# Calculate the Error Statistics of the Models Trained Using Evolving Time Windows

This notebook takes the composite projection files generated by the "train_and_run_mlp_models.ipynb" notebook and calculates the model error statistics for each model in one year blocks of time. The following statistical values, all computed using the sklearn package, are used to evaluate the MLP models:

| Parameter | Description | Documentation |
| :-: | :- | :-: |
| R2 | Coefficient of determination | [sklearn.metrics.r2_score](https://scikit-learn.org/stable/modules/generated/sklearn.metrics.r2_score.html) |
| RMS_ABS | Root-mean-squared of the absolute error | [sklearn.metrics.mean_squared_error](https://scikit-learn.org/stable/modules/generated/sklearn.metrics.mean_squared_error.html#sklearn.metrics.mean_squared_error) |
| RMS_NORM| The RMS_ABS value divided by the mean | [sklearn.metrics.mean_squared_error](https://scikit-learn.org/stable/modules/generated/sklearn.metrics.mean_squared_error.html#sklearn.metrics.mean_squared_error) |
| MAPE| Mean absolute percentage error | [sklearn.metrics.mean_absolute_percentage_error](https://scikit-learn.org/stable/modules/generated/sklearn.metrics.mean_absolute_percentage_error.html#sklearn.metrics.mean_absolute_percentage_error) |

In [1]:
# Start by importing the TELL package and information about your operating system:
import os 
import tell

import pandas as pd
import numpy as np

import sklearn
from sklearn.metrics import r2_score, mean_squared_error, mean_absolute_percentage_error


## Set the Directory Structure


In [2]:
# Identify the data input and output directories:
composite_input_directory = '/Users/burl878/Documents/Code/code_repos/burleyson-etal_2025_ldrd/data/composite_projections/'
statistics_output_directory = '/Users/burl878/Documents/Code/code_repos/burleyson-etal_2025_ldrd/data/'


## Calculate the Error Statistics by Year for Each BA


In [3]:
# Initiate a counter and empty dataframe to store the results:
counter = 0;
output_df = pd.DataFrame()

# Loop over the eight BAs used in this LDRD analysis:
for ba in ['AZPS', 'BPAT', 'CISO', 'ERCO', 'FPL', 'ISNE', 'PJM', 'WACM']:

    # Load in the compiled projection file:
    ba_df = pd.read_csv((composite_input_directory + ba + '_Composite_Data.csv'), index_col=None, header=0)
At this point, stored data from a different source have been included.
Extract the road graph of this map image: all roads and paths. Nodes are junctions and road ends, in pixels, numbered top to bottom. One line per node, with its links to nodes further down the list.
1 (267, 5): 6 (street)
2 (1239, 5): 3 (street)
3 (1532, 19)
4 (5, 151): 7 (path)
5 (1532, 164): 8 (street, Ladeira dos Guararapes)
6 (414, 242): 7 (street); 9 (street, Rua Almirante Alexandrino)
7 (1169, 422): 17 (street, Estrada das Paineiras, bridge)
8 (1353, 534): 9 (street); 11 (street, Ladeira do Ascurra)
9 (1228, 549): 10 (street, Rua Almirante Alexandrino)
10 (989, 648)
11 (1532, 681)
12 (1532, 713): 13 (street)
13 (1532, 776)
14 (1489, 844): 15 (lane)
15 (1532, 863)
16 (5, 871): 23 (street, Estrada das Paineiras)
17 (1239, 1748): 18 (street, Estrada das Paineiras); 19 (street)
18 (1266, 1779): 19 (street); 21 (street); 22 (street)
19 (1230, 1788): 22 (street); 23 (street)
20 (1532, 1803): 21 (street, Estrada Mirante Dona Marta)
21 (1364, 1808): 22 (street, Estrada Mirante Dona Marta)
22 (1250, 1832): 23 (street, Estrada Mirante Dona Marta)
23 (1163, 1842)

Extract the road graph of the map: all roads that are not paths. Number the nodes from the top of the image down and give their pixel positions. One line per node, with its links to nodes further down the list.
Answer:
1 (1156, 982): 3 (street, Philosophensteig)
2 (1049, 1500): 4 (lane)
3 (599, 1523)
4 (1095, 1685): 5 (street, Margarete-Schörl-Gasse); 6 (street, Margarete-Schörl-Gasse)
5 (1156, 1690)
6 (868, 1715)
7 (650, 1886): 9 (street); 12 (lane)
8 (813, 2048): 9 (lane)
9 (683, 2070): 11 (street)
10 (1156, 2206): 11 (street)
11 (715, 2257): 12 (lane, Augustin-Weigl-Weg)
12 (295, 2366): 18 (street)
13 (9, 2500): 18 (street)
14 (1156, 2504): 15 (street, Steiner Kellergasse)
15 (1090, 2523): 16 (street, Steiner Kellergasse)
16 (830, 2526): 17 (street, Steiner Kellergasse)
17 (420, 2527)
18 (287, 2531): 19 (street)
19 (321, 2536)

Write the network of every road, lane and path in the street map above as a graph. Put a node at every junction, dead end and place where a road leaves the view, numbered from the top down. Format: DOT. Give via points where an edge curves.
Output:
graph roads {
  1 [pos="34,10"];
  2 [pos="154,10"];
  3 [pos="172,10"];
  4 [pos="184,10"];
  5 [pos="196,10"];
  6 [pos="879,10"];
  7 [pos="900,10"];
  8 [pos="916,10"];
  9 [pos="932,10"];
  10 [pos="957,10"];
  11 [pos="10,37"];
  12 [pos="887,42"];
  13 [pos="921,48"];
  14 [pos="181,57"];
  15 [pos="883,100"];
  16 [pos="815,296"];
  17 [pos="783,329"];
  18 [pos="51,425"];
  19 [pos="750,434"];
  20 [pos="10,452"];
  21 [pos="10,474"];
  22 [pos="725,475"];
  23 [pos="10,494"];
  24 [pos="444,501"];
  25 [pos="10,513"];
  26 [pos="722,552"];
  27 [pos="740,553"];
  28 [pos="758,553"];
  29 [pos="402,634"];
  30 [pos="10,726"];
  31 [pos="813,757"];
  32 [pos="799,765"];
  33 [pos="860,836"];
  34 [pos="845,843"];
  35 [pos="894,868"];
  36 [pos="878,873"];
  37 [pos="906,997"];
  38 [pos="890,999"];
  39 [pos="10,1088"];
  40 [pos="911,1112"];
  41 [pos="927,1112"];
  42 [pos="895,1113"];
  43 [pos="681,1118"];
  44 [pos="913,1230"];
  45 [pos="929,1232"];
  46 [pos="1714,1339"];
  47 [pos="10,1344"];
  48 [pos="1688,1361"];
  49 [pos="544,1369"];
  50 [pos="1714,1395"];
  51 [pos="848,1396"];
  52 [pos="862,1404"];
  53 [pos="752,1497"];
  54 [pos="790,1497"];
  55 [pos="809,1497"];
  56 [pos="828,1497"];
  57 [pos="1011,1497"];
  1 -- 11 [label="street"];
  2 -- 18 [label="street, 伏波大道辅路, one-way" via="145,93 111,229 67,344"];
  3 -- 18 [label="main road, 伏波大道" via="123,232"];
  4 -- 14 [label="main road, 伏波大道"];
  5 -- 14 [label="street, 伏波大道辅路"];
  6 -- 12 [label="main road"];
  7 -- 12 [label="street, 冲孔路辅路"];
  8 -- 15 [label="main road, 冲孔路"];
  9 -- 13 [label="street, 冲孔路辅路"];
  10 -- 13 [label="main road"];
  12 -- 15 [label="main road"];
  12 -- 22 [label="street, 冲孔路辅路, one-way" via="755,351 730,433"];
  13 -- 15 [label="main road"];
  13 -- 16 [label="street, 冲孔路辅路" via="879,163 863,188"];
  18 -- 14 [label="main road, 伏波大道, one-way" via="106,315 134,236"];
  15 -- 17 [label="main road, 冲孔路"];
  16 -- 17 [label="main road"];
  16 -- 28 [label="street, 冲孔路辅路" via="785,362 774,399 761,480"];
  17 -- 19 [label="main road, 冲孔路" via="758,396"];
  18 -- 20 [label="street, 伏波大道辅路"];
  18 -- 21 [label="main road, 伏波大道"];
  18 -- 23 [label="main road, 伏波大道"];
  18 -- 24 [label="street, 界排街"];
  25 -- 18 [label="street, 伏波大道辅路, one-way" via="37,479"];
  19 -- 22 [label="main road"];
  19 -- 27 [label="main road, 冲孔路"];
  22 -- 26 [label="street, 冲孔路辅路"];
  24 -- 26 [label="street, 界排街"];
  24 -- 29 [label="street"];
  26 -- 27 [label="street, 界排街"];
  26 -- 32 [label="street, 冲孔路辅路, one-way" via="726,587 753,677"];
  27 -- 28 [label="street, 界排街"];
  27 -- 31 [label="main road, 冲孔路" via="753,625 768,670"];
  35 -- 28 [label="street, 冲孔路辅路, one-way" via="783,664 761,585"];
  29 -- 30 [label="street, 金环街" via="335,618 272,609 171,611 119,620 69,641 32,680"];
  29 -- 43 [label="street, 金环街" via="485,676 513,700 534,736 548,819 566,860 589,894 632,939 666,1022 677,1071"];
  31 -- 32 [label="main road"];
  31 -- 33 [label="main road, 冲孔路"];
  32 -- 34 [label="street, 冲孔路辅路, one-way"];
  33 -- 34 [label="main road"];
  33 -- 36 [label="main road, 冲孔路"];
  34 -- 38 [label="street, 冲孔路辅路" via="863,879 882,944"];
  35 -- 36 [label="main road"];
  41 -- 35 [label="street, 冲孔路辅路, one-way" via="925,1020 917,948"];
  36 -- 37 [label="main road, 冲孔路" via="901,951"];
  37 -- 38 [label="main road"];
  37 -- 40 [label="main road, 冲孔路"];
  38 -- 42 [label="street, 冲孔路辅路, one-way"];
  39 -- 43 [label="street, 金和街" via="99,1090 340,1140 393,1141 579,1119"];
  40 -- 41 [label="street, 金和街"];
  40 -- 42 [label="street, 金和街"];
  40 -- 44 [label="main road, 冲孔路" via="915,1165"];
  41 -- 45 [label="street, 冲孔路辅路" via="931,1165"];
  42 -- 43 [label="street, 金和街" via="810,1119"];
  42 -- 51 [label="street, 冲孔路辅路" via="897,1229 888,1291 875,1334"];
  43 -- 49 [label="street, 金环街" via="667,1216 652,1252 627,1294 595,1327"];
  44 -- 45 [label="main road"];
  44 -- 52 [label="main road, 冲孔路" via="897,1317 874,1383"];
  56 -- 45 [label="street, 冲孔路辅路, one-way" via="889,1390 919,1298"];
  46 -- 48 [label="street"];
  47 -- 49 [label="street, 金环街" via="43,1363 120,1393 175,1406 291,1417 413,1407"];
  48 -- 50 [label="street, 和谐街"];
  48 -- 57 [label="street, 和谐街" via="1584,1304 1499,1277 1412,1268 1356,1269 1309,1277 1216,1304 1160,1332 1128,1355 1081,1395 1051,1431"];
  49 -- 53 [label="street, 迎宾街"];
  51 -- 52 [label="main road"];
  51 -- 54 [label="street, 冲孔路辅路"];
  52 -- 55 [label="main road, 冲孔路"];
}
    # Replace the missing values with NaN:
    ba_df = ba_df.replace(-999.0, np.nan)

    # Convert the time to a datetime variable:
    ba_df['Time_UTC'] = pd.to_datetime(ba_df['Time_UTC'])

    # Extract the year from the Time_UTC variable:
    ba_df['Year'] = ba_df['Time_UTC'].dt.year  
    
    # Loop over all the model training windows:
    for model in ['M1', 'M2', 'M3', 'M4', 'M5', 'M6']:
    
        # Set the first forward year for each model:
        if model == 'M1':
           first_forward_year = 2018
        if model == 'M2':
           first_forward_year = 2019
        if model == 'M3':
           first_forward_year = 2020
        if model == 'M4':
           first_forward_year = 2021
        if model == 'M5':
           first_forward_year = 2022
        if model == 'M6':
           first_forward_year = 2023

        # Subset the data to just the variables needed for that model:
        subset_df = ba_df[['BA', 'Time_UTC', 'Demand_MWh', (model + '_MWh'), 'Year']].copy()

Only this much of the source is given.